A valorização foi acompanhada por resultados positivos
em conta corrente e por um
crescimento mais rápido da demanda doméstica e do emprego, graças à expansão do crédito movida pela ampliação dos
prazos. Os otimistas argumentam que, a despeito da valorização do real, o país preservou
uma fração importante do aparato industrial e, sobretudo, valeu-se do dinamismo do agronegócio, que respondeu muito
rapidamente às transformações ocorridas na divisão internacional do trabalho.
A ascensão econômica da
China e dos asiáticos em geral,
com dotações de recursos naturais diferentes da nossa, mudou
a configuração do comércio internacional. Os termos de troca
entre produtos primários e
bens manufaturados moveram-se a favor dos países com
disponibilidade e diversidade
de recursos naturais. Em ambiente de confiança e otimismo, investidores, daqui e de lá,
trataram de vender a moeda
americana e "comprar" reais. A
moeda brasileira e seu juro básico formaram um par atraente
para os promotores da sarabanda global.
Vamos aos riscos. A economia global, neste momento, se
debate entre as ameaças de "inflação de commodities" e os temores de um "ajustamento japonês" -longo e doloroso-
dos preços de ativos, fenômeno
típico de um abrangente e exuberante ciclo de crédito em
seus estertores.
Muitos apostam no chamado
"descolamento" da China. Entendem que o crescimento do
Império do Meio e de seus sócios asiáticos sofreria pouco
com os redemoinhos da recessão americana. Se assim for, os
preços de alimentos e matérias-primas subiriam menos, só
o suficiente para manter saudável a balança comercial.
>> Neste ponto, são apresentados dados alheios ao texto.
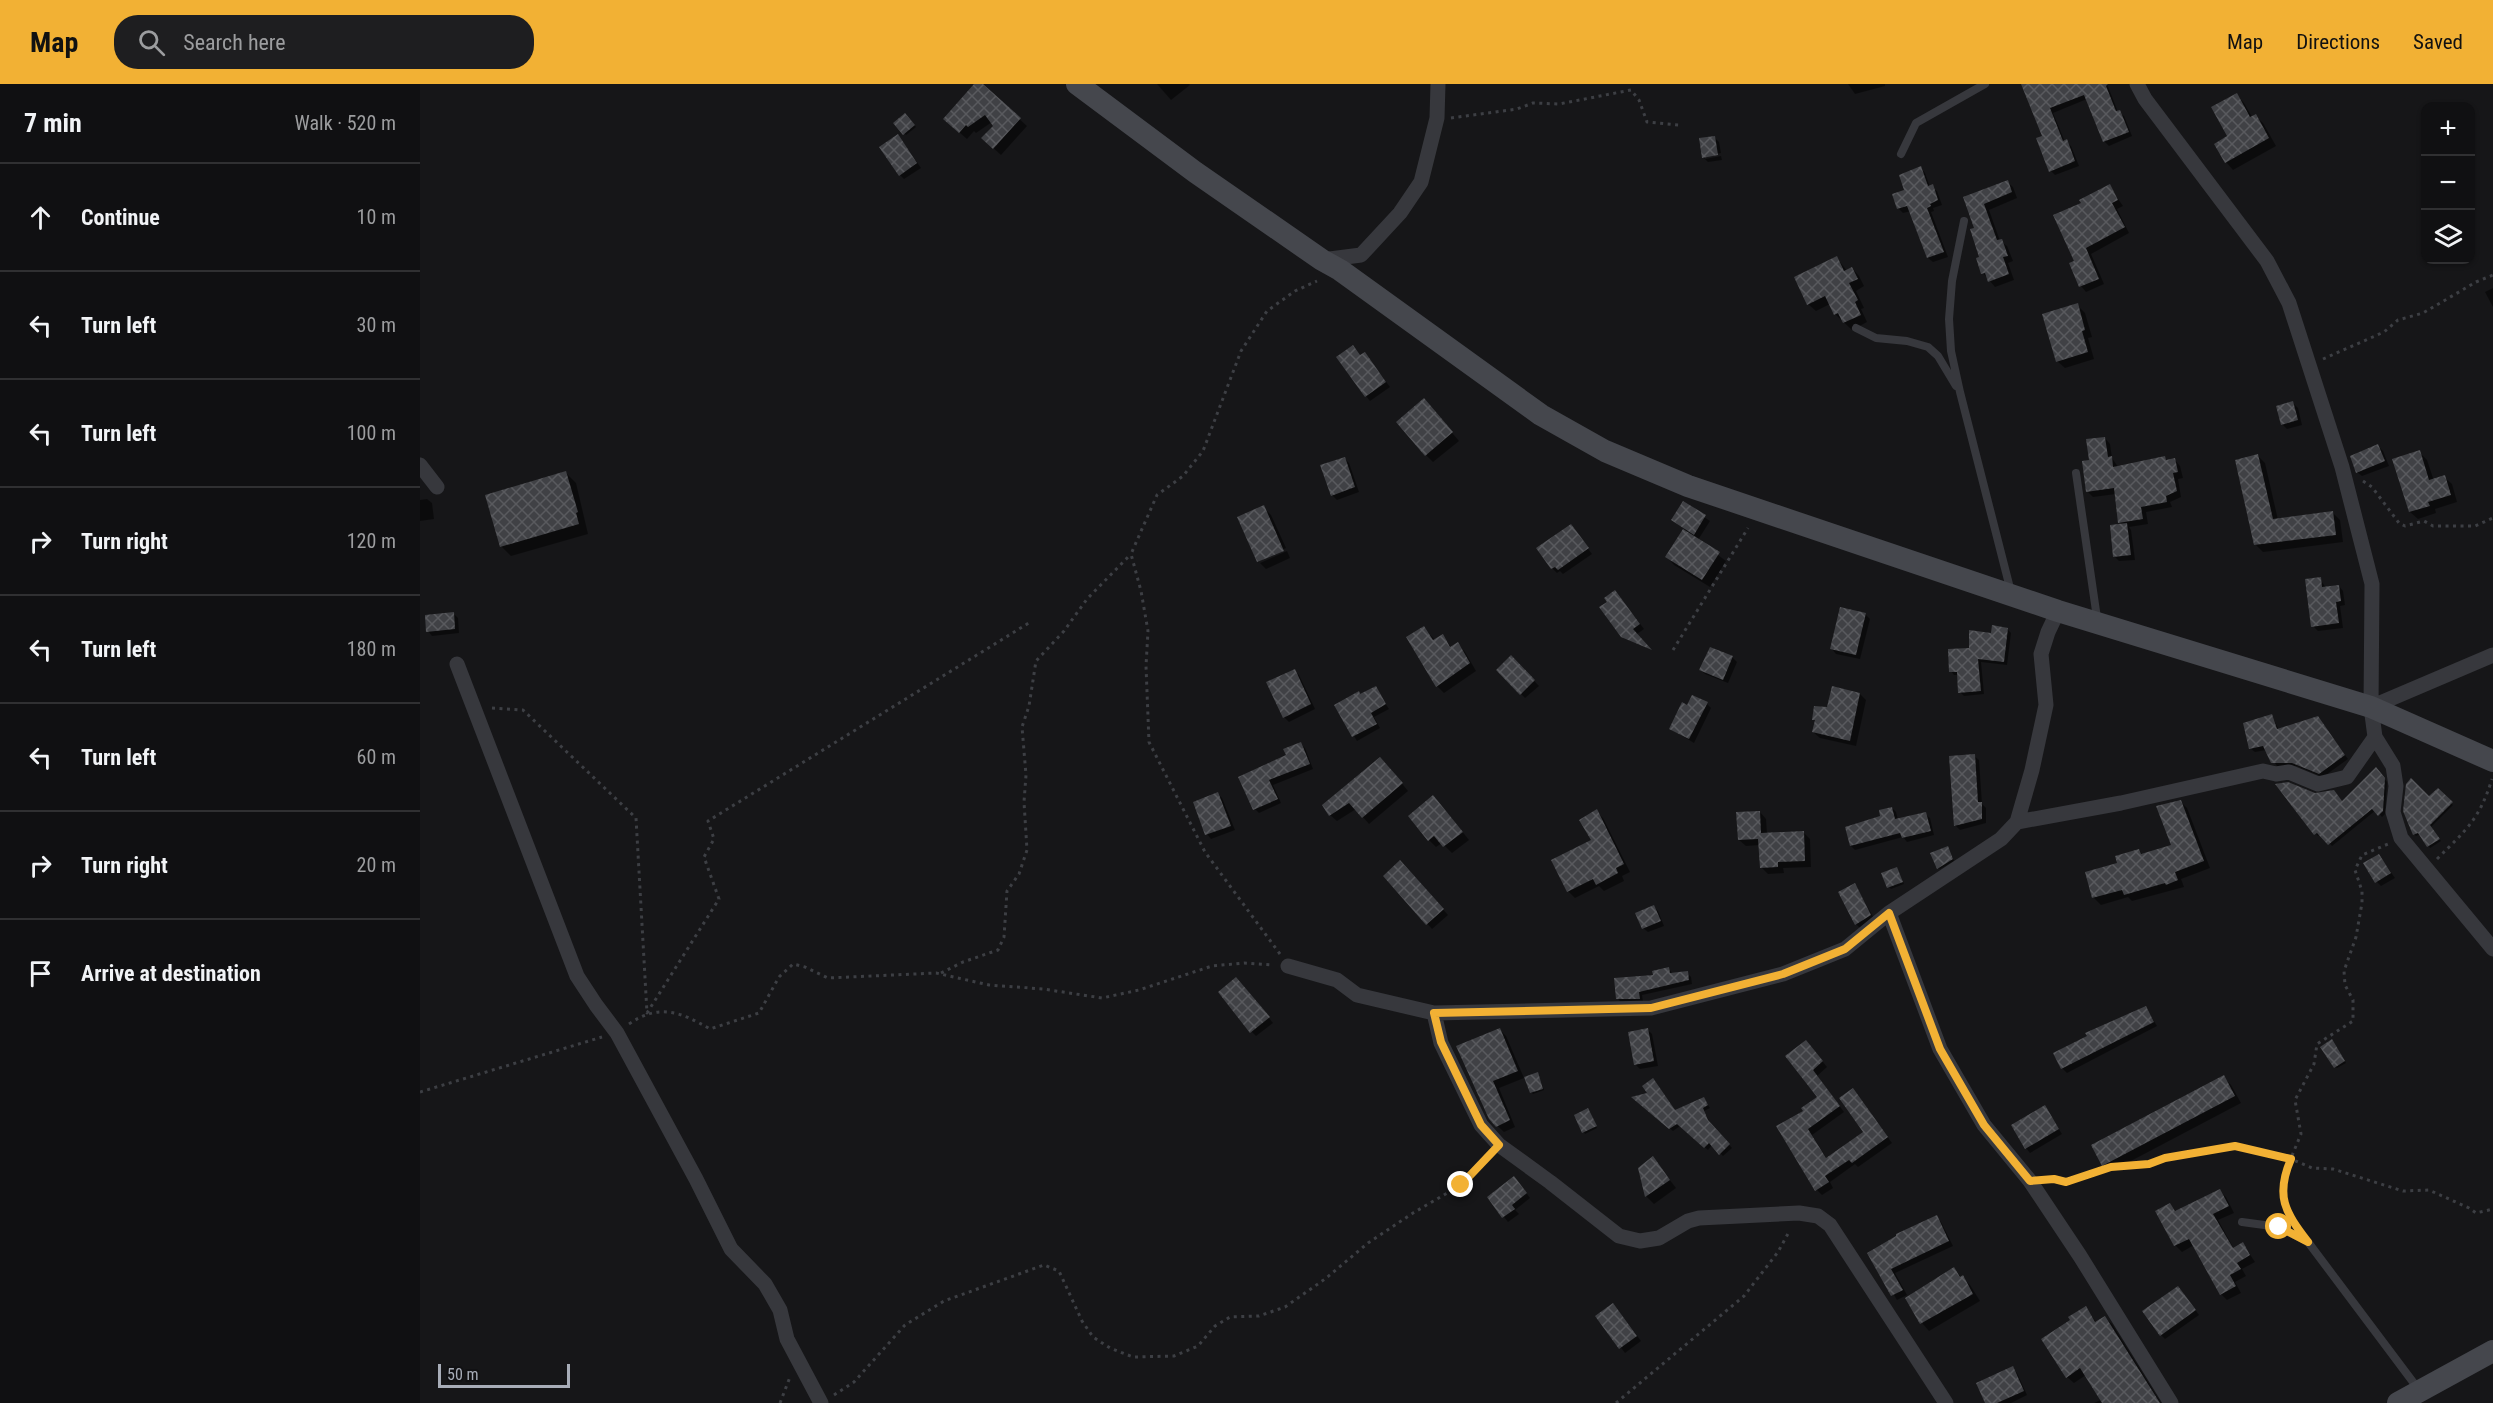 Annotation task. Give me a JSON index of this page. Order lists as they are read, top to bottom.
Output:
{
  "scale_bar": "50 m",
  "page": {
    "header": "Map",
    "search": "Search here",
    "nav": ["Map", "Directions", "Saved"],
    "heading": ["7 min", "Walk · 520 m"],
    "map_buttons": ["+", "−"],
    "list": [
      ["Continue", "10 m"],
      ["Turn left", "30 m"],
      ["Turn left", "100 m"],
      ["Turn right", "120 m"],
      ["Turn left", "180 m"],
      ["Turn left", "60 m"],
      ["Turn right", "20 m"],
      "Arrive at destination"
    ],
    "scale": "50 m"
  }
}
Esse é
o cenário almejado por otimistas de todos os matizes. Não pode ser descartado. Mas não arrisque todas as fichas nele. Se a
inflação de ativos recrudescer,
não há como sustentar os preços das commodities. "Há um
mito, sobretudo em torno das
economias da Ásia, quanto à
possibilidade de se descolarem
do resto do mundo", diz Harry
Krensky, do Atlas Capital Management, "hedge fund" especializado em mercados emergentes. "Não acho que essa história vá funcionar."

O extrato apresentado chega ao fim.